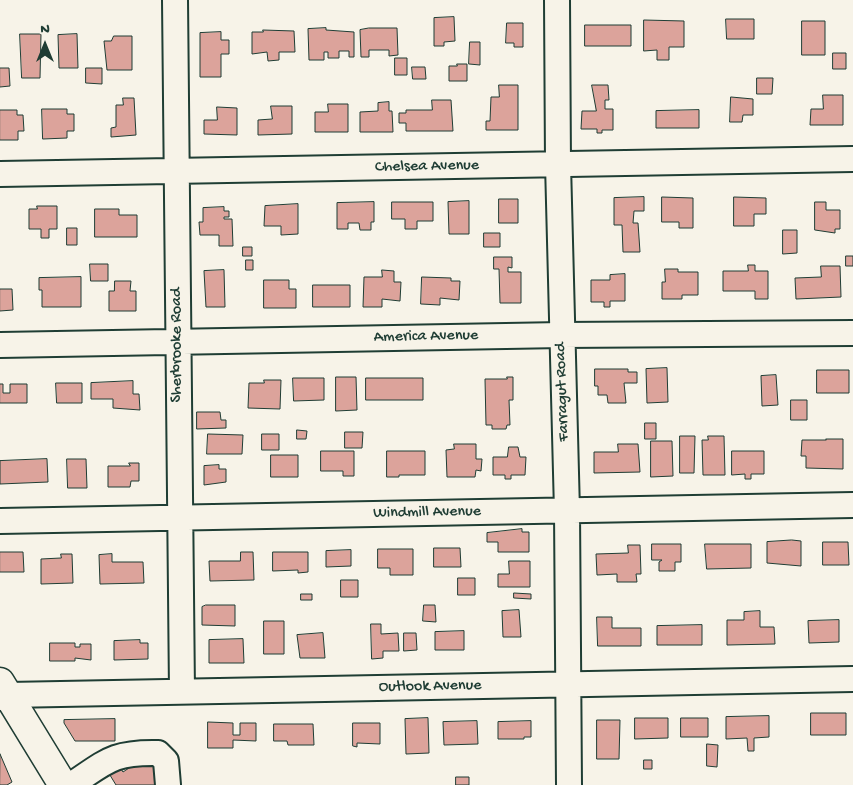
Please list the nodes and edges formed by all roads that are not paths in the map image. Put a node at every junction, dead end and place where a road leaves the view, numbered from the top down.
1 (175, 0) edge
2 (557, 0) edge
3 (853, 159) edge
4 (558, 164) junction
5 (176, 171) junction
6 (0, 174) edge
7 (853, 333) edge
8 (562, 335) junction
9 (177, 342) junction
10 (0, 345) edge
11 (853, 505) edge
12 (567, 511) junction
13 (180, 517) junction
14 (0, 520) edge
15 (853, 679) edge
16 (568, 684) junction
17 (182, 691) junction
18 (3, 692) edge
19 (63, 785) edge
20 (71, 785) edge
21 (168, 785) edge
22 (569, 785) edge

1 - 5 street, Sherbrooke Road
2 - 4 street, Farragut Road
3 - 4 street, Chelsea Avenue
4 - 5 street, Chelsea Avenue
4 - 8 street, Farragut Road
5 - 6 street, Chelsea Avenue
5 - 9 street, Sherbrooke Road
7 - 8 street, America Avenue
8 - 9 street, America Avenue
8 - 12 street, Farragut Road
9 - 10 street, America Avenue
9 - 13 street, Sherbrooke Road
11 - 12 street, Windmill Avenue
12 - 13 street, Windmill Avenue
12 - 16 street, Farragut Road
13 - 14 street, Windmill Avenue
13 - 17 street, Sherbrooke Road
15 - 16 street, Outlook Avenue
16 - 17 street, Outlook Avenue
16 - 22 street, Farragut Road
17 - 18 street, Outlook Avenue
18 - 19 main road
20 - 21 street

++++

:: ABOUT THIS EXERCISE ::
Excluding the pictures, reproduce every entry exactly as given.

:: OUTPUT ::
Please list the nodes and edges formed by all roads that are not paths in the map image. Put a node at every junction, dead end and place where a road leaves the view, numbered from the top down.
1 (175, 0) edge
2 (557, 0) edge
3 (853, 159) edge
4 (558, 164) junction
5 (176, 171) junction
6 (0, 174) edge
7 (853, 333) edge
8 (562, 335) junction
9 (177, 342) junction
10 (0, 345) edge
11 (853, 505) edge
12 (567, 511) junction
13 (180, 517) junction
14 (0, 520) edge
15 (853, 679) edge
16 (568, 684) junction
17 (182, 691) junction
18 (3, 692) edge
19 (63, 785) edge
20 (71, 785) edge
21 (168, 785) edge
22 (569, 785) edge

1 - 5 street, Sherbrooke Road
2 - 4 street, Farragut Road
3 - 4 street, Chelsea Avenue
4 - 5 street, Chelsea Avenue
4 - 8 street, Farragut Road
5 - 6 street, Chelsea Avenue
5 - 9 street, Sherbrooke Road
7 - 8 street, America Avenue
8 - 9 street, America Avenue
8 - 12 street, Farragut Road
9 - 10 street, America Avenue
9 - 13 street, Sherbrooke Road
11 - 12 street, Windmill Avenue
12 - 13 street, Windmill Avenue
12 - 16 street, Farragut Road
13 - 14 street, Windmill Avenue
13 - 17 street, Sherbrooke Road
15 - 16 street, Outlook Avenue
16 - 17 street, Outlook Avenue
16 - 22 street, Farragut Road
17 - 18 street, Outlook Avenue
18 - 19 main road
20 - 21 street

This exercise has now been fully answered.